- THE DATA:
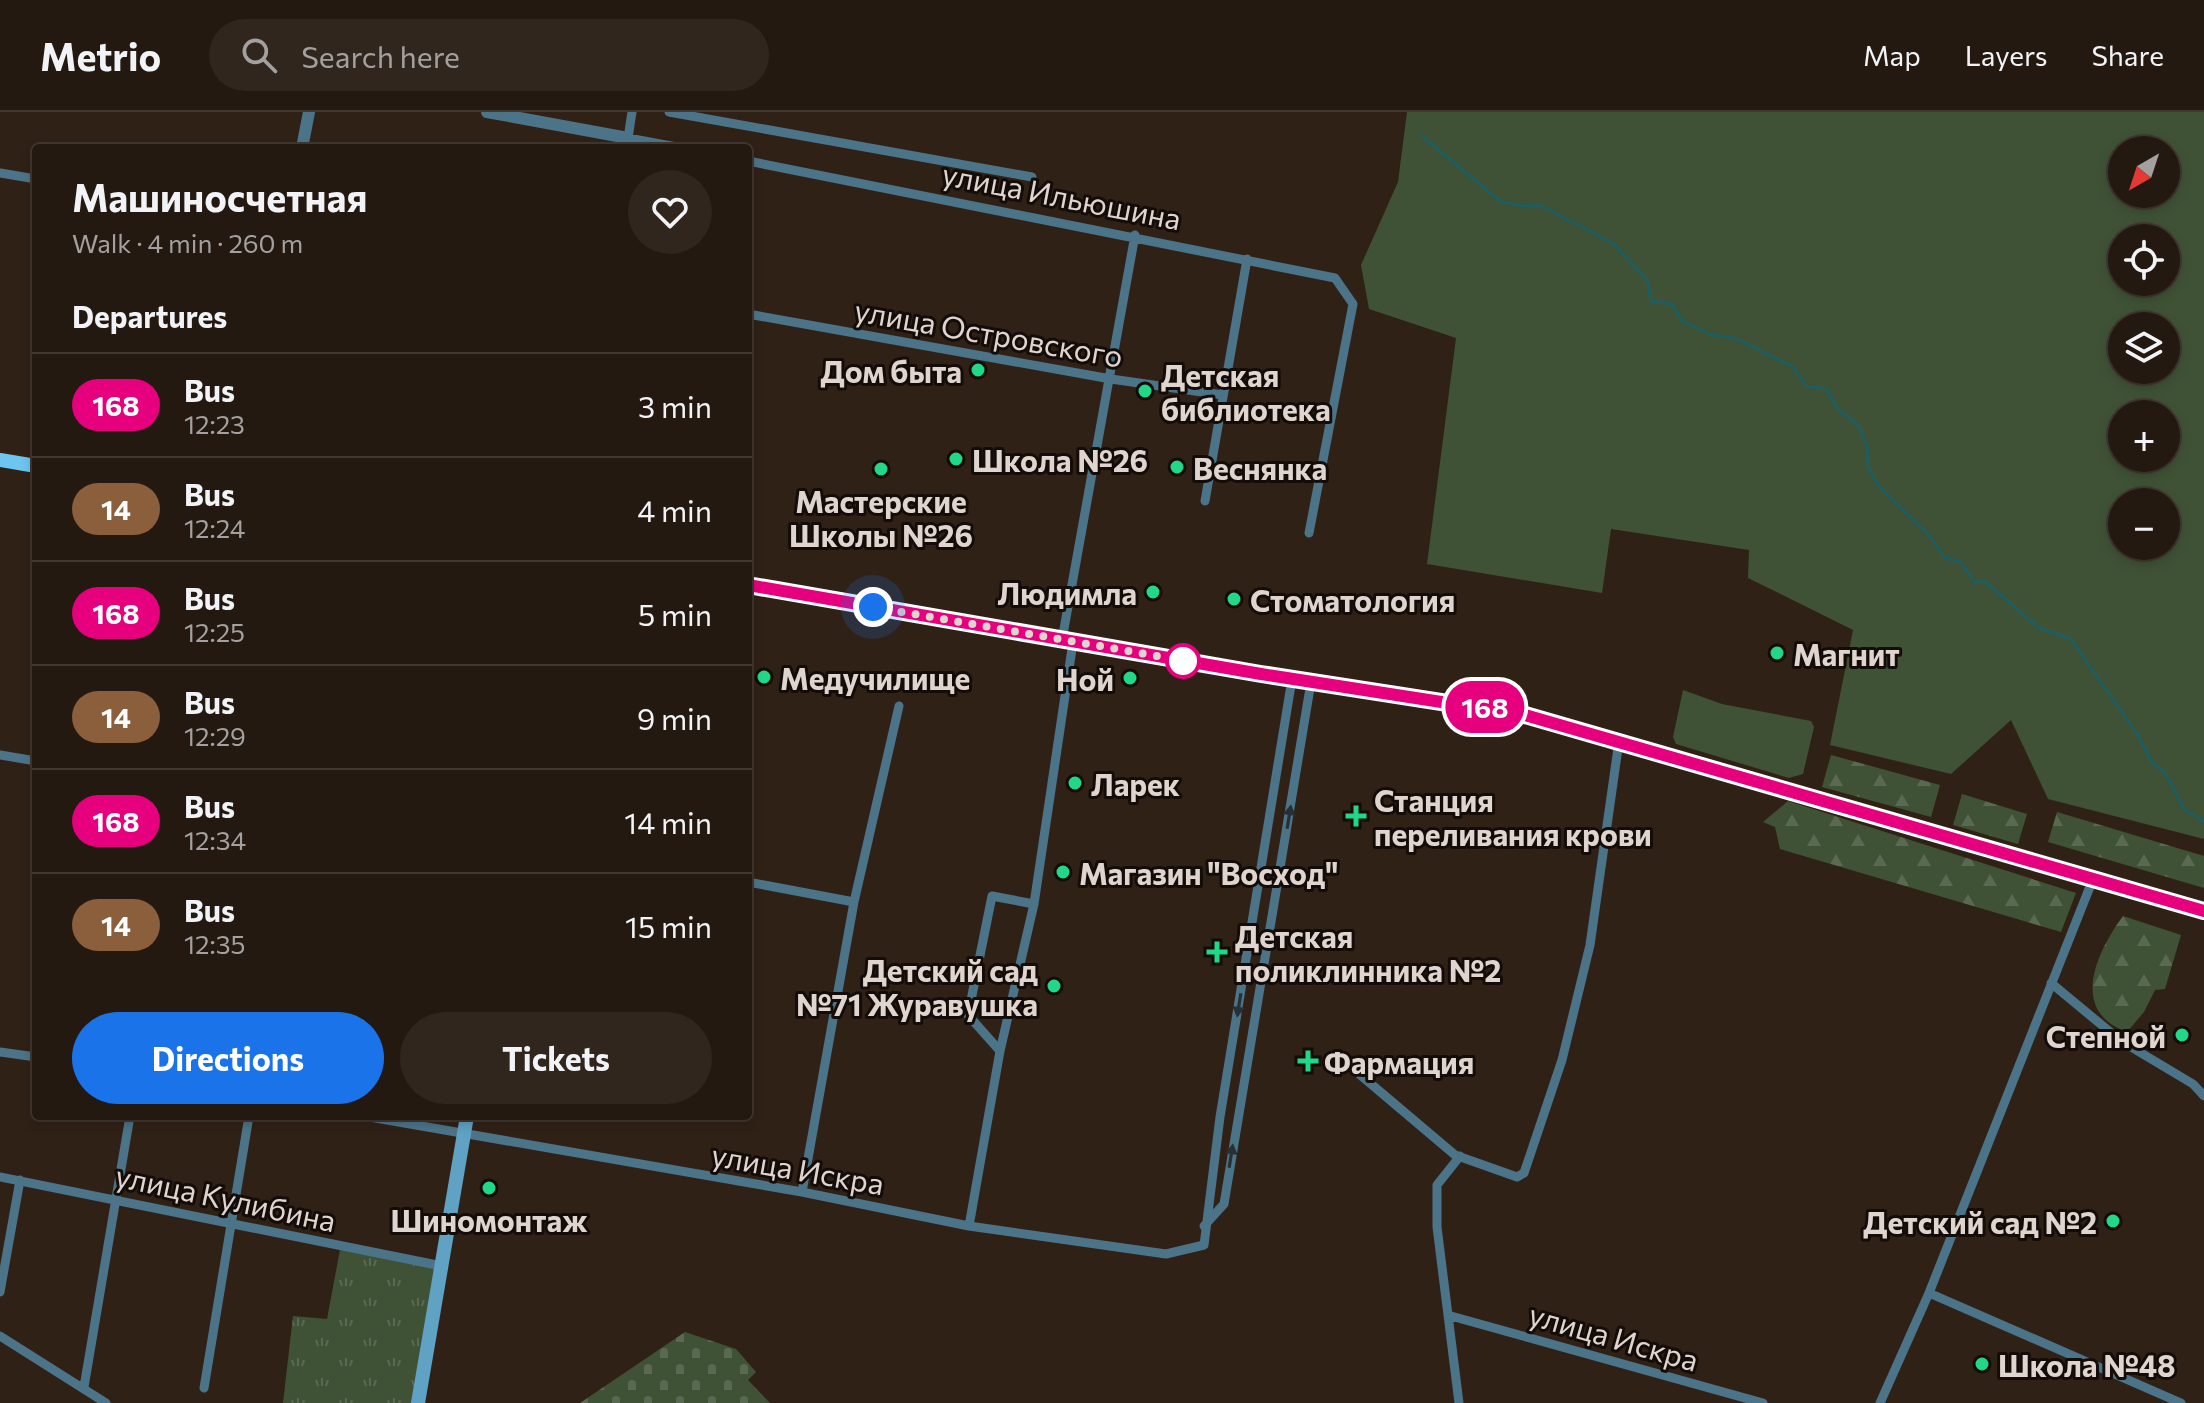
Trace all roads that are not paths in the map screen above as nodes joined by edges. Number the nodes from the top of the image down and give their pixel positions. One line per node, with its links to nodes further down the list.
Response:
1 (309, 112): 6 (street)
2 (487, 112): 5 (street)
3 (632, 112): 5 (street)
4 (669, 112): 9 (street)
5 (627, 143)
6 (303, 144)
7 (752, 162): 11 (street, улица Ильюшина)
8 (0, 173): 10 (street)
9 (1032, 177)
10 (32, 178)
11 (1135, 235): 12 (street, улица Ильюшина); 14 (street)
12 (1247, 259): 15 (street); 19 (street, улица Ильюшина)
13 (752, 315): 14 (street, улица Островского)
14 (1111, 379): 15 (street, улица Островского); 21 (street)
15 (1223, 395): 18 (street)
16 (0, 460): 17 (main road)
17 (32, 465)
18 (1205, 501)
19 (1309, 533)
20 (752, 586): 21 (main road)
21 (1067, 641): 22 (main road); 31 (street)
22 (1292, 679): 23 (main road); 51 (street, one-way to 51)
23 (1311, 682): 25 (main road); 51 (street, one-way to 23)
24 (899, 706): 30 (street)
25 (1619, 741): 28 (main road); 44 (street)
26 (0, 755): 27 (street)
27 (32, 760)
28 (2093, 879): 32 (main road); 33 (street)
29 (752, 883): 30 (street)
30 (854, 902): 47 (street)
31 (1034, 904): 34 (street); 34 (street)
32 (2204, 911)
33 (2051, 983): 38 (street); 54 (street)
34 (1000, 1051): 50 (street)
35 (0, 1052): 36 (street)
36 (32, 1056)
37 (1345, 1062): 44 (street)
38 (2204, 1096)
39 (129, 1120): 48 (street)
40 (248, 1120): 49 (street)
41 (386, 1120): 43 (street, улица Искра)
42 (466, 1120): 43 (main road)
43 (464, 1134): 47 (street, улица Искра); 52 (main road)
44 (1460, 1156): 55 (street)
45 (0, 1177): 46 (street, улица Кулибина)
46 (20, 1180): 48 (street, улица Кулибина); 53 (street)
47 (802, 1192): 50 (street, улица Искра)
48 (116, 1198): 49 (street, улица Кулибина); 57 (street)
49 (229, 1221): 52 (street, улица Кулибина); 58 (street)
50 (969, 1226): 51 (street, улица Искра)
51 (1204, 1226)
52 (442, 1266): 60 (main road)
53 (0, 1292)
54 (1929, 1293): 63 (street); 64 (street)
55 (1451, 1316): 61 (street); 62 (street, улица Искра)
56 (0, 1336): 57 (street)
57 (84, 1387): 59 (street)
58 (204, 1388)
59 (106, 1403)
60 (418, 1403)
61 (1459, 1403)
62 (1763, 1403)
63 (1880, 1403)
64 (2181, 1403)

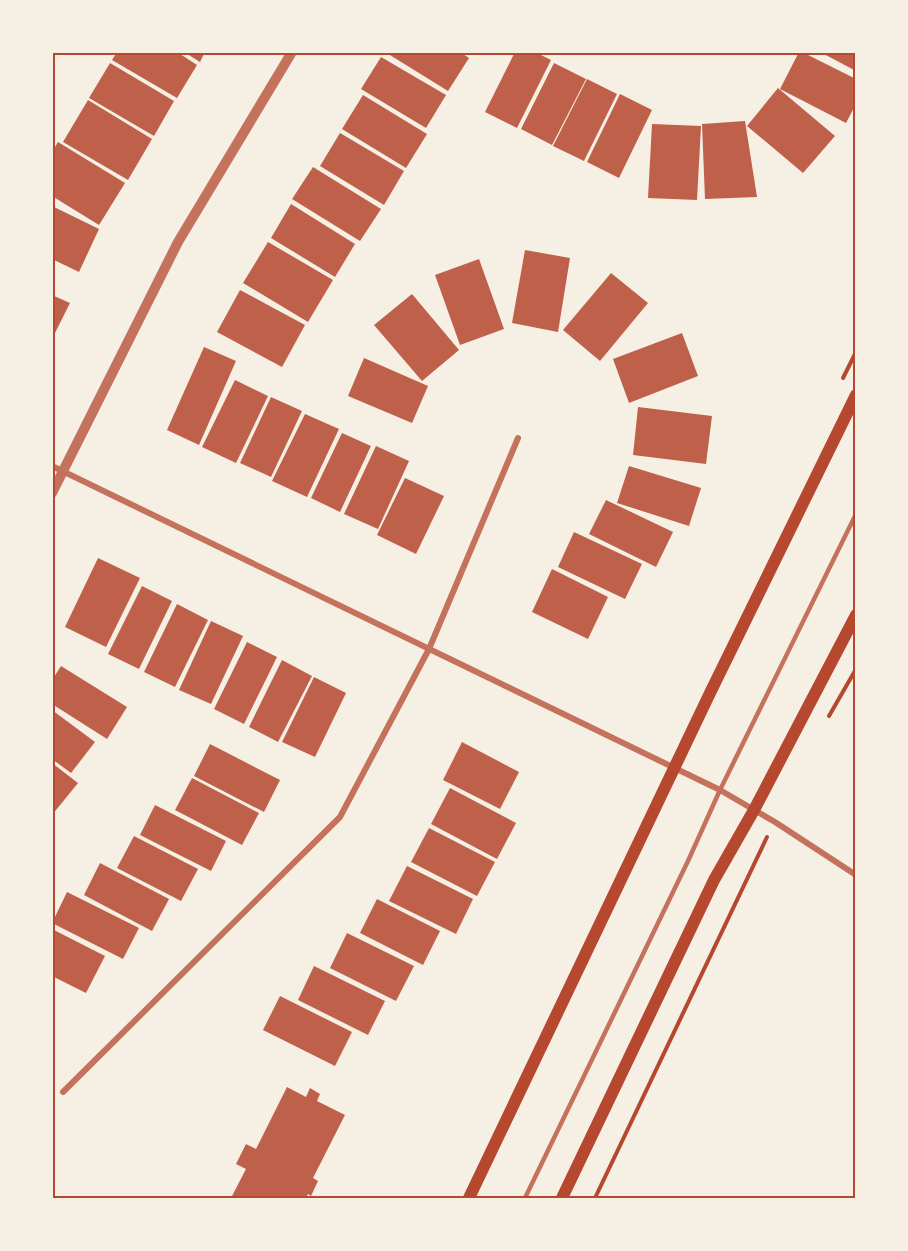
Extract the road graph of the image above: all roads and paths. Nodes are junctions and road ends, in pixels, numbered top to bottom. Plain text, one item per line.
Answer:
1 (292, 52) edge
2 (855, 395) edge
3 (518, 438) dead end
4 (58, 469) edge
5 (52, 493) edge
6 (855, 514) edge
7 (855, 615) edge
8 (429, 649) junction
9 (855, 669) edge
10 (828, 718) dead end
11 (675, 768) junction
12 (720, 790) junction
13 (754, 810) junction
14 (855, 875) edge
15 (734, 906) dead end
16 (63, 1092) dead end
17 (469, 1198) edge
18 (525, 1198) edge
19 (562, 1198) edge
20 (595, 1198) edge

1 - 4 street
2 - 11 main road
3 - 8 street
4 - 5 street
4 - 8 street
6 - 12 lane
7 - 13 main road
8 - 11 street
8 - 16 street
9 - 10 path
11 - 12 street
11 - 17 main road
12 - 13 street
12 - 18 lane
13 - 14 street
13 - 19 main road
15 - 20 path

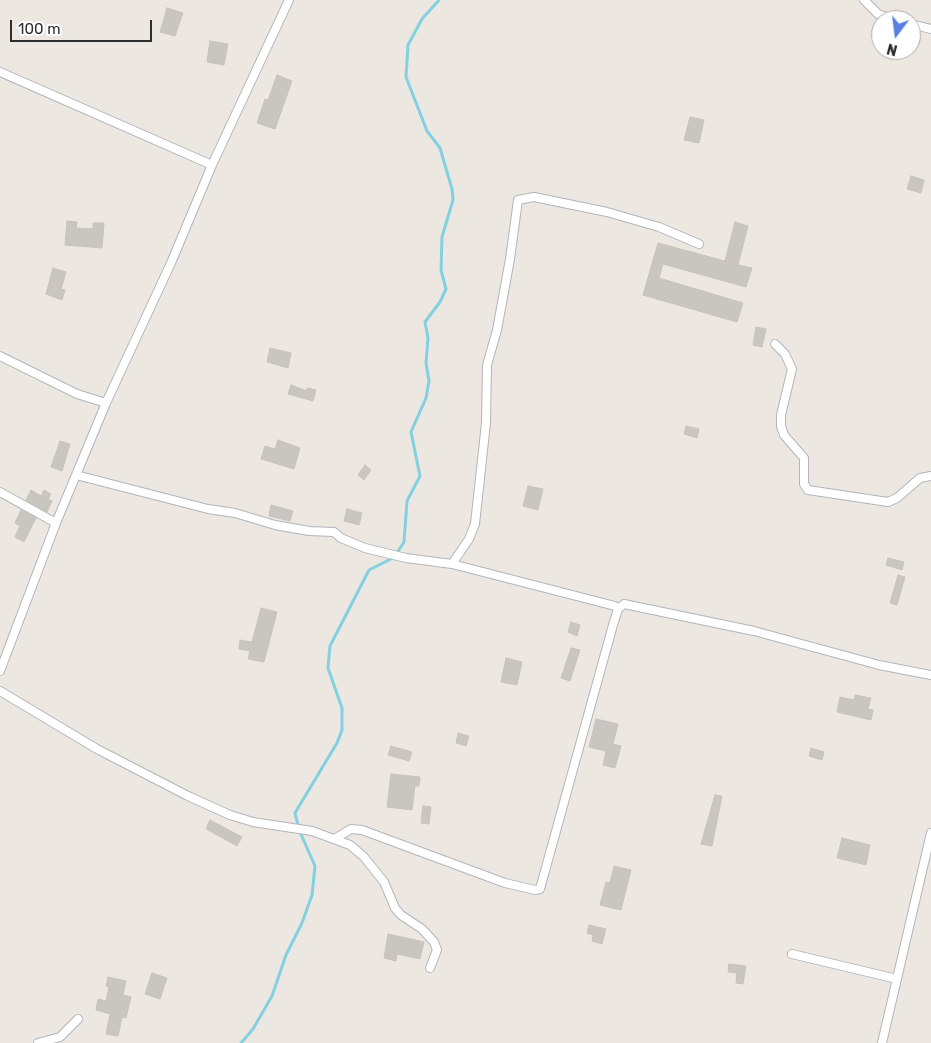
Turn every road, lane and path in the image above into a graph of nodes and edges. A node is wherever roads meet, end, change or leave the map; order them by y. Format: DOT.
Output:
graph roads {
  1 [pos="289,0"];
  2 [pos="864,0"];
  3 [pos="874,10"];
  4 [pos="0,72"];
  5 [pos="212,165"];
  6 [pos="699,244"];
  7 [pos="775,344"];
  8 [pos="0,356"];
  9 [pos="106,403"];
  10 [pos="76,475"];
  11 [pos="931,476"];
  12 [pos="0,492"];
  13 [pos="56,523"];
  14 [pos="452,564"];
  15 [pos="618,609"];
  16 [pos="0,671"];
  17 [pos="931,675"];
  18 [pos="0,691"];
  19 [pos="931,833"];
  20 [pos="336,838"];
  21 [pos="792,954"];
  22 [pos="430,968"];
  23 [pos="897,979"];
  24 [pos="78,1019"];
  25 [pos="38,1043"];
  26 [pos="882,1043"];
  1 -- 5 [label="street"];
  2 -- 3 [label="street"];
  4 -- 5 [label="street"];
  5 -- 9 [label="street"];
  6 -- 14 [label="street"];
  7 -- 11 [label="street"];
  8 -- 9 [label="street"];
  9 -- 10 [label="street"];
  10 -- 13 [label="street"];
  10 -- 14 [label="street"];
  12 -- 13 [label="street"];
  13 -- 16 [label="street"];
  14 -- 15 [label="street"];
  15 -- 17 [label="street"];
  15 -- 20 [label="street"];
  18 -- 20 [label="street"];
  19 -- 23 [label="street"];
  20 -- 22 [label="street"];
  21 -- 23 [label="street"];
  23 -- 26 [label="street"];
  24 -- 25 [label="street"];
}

- WORK ITEM:
Reply with one number, the count of lines in the data that contain "Ильюшина".

- FINISHED EXERCISE:
3